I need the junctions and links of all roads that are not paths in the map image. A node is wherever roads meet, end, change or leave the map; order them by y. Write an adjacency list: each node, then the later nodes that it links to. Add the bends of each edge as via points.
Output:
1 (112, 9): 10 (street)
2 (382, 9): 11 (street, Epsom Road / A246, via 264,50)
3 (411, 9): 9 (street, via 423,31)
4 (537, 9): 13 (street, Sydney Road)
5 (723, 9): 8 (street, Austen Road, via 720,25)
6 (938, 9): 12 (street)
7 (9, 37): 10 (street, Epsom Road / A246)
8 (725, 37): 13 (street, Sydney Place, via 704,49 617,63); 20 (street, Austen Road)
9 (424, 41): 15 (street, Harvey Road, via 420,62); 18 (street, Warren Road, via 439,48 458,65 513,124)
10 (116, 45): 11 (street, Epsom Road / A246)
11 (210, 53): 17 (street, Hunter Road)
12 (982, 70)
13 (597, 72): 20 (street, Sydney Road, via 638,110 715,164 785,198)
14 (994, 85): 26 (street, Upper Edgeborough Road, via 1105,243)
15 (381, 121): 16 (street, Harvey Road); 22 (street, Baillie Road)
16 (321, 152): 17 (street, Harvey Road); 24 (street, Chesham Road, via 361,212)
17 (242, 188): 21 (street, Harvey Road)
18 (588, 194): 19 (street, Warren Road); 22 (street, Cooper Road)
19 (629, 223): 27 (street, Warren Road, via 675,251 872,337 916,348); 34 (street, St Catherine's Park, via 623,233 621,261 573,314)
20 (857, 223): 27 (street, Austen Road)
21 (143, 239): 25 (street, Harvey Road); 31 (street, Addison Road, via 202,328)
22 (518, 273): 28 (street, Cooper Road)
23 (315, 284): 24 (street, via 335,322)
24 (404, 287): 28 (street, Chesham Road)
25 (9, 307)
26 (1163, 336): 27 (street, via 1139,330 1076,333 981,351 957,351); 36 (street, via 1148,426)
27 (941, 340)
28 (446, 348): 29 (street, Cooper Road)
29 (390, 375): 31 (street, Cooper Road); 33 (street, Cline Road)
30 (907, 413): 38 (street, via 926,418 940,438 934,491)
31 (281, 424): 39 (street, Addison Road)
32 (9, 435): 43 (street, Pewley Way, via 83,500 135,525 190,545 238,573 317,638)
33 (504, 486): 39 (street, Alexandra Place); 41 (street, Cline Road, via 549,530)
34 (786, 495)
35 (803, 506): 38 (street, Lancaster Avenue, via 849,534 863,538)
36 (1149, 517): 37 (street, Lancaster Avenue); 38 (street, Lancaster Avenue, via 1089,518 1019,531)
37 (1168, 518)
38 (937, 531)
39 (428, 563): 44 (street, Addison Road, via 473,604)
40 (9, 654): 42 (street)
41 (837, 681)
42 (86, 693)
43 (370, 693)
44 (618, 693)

━━━

YOUR GOAL: Lines of the listing above that contain the word "Cline" should all be returned.

OUTPUT FOR THIS EXERCISE:
29 (390, 375): 31 (street, Cooper Road); 33 (street, Cline Road)
33 (504, 486): 39 (street, Alexandra Place); 41 (street, Cline Road, via 549,530)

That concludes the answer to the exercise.